The music here starts with the hard-driving quintet that included saxophonist John Coltrane and drummer Philly Jo Jones; continues with a peek at the sextest that launched the trend toward modal harmony; examines the mid- and late-'60s quintet that stretched diatonic melody and cross-rhythms to new lengths; and ends with fusion, the uncertain marriage between jazz melodies and rock rhythms.

One of the most interesting selections on this album, the title track, is one of the least realized. The trouble with the 26-minute "Circle" is that it alternates between inspiration and tedium. The theme is bleak and beautiful but stated too often. A 12/8 meter, evoking Spanish images, is soothing but monotonous. And Joe Beck's guitar figures are initially interesting but repetitious in the end.

Both Davis and tenor saxophonist Wayne Shorter take four solos, some of which are lyrically grandiose, others tough and fiery. Annotator James Isaacs is unswervingly correct when he says the rhythm team of pianist Herbie Hancock, bassist Ron Carter and drummer Tony Williams bounce Davis around like a trampolinist. No melody is too daring, no rhythm too intricate for them to pick up immediately and toss back at the soloists.

Though not as ambitious as "Circle," "Teo's Bag" is more finished. It moves along at a brisk 4/4 pace, pushed by Williams' crisp cymbal work (his high-hat configurations are unbelievably diverse and finely syncopated). Davis peels off layers of jagged melody. Shorter is dry and harmonically arresting.

The album concludes with one of Davis' early fusion groups (he is the father of this movement) that included Chick Corea and Joe Zawinul on keyboards, Jack DeJohnette and Billy Cobham playing drums and Khalil Balakrishna on sitar. They offer a weary rendition of David Crosby's "Guinnevere" that attempts too much in the way of expanding meter and tone color within the restricted framework of the Crosby material.

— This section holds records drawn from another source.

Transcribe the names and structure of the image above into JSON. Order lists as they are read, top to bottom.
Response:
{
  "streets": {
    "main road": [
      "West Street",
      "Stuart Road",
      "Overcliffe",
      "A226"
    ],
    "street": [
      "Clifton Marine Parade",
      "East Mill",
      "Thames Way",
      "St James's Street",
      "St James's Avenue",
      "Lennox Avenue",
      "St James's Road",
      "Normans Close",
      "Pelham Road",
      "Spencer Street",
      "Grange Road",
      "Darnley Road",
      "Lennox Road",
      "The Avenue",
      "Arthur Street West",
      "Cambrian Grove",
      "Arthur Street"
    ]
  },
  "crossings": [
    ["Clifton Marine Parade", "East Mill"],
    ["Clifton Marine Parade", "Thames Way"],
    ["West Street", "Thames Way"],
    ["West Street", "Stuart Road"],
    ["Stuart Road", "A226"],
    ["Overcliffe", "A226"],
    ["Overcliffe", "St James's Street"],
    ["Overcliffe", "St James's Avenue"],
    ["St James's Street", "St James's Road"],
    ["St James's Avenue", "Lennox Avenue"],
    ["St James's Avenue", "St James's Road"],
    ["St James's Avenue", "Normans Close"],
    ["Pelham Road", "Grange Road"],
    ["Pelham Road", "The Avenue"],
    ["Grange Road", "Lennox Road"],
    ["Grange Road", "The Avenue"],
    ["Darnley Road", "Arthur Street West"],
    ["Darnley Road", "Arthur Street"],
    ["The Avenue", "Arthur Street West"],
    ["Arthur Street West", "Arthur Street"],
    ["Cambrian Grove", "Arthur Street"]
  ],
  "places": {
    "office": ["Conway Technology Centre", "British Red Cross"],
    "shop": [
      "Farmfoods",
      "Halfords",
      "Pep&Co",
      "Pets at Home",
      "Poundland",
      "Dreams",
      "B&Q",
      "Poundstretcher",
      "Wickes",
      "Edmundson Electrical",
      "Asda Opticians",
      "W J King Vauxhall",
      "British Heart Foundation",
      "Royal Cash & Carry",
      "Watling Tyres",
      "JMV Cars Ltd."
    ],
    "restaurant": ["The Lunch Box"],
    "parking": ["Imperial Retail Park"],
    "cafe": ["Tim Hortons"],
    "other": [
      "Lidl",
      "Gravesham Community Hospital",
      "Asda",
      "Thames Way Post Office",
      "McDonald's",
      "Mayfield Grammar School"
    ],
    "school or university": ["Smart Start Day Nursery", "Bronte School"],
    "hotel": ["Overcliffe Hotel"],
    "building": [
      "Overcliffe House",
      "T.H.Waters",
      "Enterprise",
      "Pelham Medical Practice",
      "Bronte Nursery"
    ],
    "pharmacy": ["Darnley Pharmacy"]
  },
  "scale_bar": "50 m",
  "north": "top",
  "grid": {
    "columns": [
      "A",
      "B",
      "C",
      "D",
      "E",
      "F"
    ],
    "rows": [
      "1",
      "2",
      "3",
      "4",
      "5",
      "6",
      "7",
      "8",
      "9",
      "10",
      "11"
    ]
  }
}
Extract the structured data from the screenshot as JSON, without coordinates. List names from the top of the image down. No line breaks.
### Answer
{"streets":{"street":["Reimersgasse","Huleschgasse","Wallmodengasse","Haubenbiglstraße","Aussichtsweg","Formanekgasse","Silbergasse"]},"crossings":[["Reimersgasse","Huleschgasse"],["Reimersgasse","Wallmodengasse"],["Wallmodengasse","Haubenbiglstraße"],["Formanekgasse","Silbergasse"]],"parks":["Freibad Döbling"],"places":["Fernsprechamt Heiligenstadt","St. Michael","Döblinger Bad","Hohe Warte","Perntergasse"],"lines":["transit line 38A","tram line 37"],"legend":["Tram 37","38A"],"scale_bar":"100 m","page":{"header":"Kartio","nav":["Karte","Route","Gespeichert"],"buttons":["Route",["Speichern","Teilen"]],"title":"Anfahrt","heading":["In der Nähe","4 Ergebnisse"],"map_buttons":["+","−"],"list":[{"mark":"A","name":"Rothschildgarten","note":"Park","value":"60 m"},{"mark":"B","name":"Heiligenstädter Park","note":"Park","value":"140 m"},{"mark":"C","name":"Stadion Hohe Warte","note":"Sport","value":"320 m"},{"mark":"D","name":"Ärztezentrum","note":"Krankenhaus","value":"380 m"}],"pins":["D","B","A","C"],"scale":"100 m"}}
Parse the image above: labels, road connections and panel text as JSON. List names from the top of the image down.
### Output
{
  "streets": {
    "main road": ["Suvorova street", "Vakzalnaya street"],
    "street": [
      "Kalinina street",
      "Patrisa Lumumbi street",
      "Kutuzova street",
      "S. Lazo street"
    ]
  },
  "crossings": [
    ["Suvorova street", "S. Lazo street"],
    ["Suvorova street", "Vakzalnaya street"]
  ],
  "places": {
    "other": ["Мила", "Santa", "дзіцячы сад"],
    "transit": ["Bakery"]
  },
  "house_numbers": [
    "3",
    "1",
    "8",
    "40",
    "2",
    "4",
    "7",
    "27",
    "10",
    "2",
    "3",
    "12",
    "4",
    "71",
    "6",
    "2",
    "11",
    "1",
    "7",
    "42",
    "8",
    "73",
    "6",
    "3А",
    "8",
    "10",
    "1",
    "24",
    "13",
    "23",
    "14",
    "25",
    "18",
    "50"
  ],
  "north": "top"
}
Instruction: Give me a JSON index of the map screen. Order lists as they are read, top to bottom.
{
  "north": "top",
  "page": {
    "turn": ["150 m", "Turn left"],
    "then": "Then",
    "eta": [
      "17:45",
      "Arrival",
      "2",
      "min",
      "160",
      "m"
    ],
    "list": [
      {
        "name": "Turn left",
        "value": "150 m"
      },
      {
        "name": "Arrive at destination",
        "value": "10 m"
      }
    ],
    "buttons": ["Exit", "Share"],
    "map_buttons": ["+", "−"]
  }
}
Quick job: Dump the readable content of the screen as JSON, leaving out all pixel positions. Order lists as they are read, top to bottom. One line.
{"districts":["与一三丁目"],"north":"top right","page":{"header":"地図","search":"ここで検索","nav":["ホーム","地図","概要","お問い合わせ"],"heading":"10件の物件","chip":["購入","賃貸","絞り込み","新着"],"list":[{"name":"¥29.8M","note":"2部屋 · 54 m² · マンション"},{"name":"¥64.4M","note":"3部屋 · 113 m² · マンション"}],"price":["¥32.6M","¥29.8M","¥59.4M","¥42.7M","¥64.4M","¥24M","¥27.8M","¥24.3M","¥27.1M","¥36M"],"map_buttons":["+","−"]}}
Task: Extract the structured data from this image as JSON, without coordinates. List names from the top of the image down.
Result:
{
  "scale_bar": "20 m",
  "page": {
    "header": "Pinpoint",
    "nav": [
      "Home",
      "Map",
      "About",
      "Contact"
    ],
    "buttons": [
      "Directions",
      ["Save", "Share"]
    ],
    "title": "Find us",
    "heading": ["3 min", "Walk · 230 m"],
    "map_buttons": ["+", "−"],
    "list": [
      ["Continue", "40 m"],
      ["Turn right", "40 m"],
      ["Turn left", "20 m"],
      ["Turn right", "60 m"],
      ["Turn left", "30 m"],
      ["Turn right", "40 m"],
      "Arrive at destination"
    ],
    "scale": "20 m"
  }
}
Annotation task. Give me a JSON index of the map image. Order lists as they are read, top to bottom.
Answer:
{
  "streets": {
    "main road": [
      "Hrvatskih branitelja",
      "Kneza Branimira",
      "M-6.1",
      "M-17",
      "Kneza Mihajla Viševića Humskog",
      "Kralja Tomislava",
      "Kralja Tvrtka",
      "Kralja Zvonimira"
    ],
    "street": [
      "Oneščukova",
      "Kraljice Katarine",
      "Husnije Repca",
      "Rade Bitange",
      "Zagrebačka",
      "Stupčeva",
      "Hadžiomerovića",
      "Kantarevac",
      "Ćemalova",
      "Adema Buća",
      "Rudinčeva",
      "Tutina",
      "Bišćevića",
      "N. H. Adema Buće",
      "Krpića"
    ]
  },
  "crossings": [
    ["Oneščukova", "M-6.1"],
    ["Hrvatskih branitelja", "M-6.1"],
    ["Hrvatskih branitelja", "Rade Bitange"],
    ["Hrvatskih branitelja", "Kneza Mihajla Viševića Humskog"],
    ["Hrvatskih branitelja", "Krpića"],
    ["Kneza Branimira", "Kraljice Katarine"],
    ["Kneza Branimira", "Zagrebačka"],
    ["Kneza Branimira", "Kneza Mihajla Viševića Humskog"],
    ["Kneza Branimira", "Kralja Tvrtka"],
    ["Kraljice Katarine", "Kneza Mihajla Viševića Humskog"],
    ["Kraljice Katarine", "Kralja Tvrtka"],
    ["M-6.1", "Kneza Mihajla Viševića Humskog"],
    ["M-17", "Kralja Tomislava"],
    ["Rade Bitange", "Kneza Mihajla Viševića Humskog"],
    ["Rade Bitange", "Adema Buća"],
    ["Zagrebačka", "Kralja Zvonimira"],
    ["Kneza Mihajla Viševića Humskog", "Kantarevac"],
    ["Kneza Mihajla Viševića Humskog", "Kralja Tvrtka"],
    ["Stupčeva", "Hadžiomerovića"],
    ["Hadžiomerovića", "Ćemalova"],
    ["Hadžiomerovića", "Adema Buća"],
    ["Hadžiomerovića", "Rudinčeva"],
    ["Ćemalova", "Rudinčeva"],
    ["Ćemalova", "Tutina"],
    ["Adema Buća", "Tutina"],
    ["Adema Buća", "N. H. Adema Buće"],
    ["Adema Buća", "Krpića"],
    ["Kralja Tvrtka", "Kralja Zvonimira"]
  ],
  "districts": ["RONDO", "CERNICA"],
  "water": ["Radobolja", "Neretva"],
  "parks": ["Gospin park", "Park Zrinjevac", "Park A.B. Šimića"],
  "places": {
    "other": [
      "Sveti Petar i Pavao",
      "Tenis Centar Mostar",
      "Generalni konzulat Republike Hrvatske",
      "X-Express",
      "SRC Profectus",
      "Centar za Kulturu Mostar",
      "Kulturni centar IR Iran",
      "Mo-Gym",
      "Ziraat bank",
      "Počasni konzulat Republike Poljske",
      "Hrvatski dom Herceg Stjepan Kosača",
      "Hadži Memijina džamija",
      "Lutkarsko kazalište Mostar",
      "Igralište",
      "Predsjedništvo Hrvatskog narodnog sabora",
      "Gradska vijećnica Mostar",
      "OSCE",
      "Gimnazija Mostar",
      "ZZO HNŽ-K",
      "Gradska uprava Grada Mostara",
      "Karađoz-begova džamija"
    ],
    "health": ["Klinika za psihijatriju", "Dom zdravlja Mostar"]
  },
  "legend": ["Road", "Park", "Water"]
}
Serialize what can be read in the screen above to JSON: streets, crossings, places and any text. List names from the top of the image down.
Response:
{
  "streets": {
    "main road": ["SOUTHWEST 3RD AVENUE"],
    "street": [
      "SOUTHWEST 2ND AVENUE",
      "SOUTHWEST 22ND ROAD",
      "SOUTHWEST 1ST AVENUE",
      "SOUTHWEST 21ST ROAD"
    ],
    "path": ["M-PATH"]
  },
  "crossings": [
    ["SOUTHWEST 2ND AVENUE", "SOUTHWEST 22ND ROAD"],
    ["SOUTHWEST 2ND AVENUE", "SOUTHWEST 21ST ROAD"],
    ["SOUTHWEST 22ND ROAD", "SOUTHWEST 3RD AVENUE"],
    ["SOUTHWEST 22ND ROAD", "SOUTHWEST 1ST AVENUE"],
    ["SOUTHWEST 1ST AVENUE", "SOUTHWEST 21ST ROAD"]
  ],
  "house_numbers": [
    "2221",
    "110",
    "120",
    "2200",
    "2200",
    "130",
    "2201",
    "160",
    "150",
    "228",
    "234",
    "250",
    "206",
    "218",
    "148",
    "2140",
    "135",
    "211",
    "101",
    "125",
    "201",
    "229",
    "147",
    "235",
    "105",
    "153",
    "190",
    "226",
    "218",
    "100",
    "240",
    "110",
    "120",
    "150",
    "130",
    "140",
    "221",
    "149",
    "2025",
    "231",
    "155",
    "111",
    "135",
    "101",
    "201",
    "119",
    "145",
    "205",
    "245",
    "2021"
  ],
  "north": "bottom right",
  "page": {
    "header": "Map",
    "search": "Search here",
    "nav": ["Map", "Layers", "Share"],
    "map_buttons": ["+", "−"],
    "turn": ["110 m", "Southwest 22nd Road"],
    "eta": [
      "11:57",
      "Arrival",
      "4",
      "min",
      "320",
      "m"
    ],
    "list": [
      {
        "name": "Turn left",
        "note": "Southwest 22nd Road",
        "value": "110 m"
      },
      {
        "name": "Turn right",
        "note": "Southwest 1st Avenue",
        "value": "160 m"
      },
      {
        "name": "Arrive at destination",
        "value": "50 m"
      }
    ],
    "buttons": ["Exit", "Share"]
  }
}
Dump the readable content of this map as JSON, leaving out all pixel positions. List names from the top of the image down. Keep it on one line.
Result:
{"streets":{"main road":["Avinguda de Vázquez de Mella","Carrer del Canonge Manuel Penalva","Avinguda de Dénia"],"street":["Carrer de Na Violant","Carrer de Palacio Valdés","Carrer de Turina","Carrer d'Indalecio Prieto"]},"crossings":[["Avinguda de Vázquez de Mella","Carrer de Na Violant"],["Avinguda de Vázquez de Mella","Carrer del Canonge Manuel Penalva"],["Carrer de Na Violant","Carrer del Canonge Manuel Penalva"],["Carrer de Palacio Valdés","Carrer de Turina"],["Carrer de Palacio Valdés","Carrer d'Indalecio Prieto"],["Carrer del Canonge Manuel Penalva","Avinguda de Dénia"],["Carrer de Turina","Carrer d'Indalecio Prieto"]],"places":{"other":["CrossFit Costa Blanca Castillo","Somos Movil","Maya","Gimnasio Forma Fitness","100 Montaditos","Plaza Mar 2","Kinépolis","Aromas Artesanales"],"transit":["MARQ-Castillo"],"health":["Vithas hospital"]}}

Even in Davis' absence, the jazz fusion movement has spread, touching the trumpeter's contemporaries and musical descendants. It wasn't until about 1974 that tenor saxophonist Sonny Rollins, a one-time Davis protege, was converted. But he's since held fast to the belief.

Rollins is not as daring as Davis in his fusion attempts. He uses conventional forms and harmonies. His group is made up of the most ordinary electric instrumentalists, guitar and piano. And he usually towers over his colleagues in talent and experience so as to make his performances and records one-man shows.

That's almost the case in "Don't Ask" (Milestone M-9090), the latest Rollins album that features guitarist Larry Coryell, who is technically adept but conceptually out of his element with the saxophonist.

Still, this probably Rollins' best studio record in a long while.His melodies are hummable and his rhythms are enormously elastic. "Disco Monk" is captivating alternating between a carnival feeling and somber sentiment.

One man who largely resisted the fusion trend (except for one album) was the late Charles Mingus. He is represented in the fall jazz record release by "Mingus at Antibes" (Atlantic SD2-3001), an emotionally-charged two-record set recorded at the Antibes Jazz Festival in July 1960.

The set is most notable for the guest appearance of pianist Bud Powell on "I'll Remember April." Unfortunately, it's not the same performer who dazzled audiences in the late '40s and early '50s. His fingerings are unsure in spots and his lines are choppy.

But the rest of the group -- saxophonists Eric Dolphy and Booker Ervin, trumpeter Ted Curson and drummer Dannie Richmond -- play with white-heat feeling. The exchanges between the saxophonists are particularly interesting for their speech-like tonality.

Bassist Mingus had magnificently transferred the spirit of the Afro-American church into secular forms. The moaning climatic ensemble of "Better Git It in Your Soul" is almost worth the price of the album.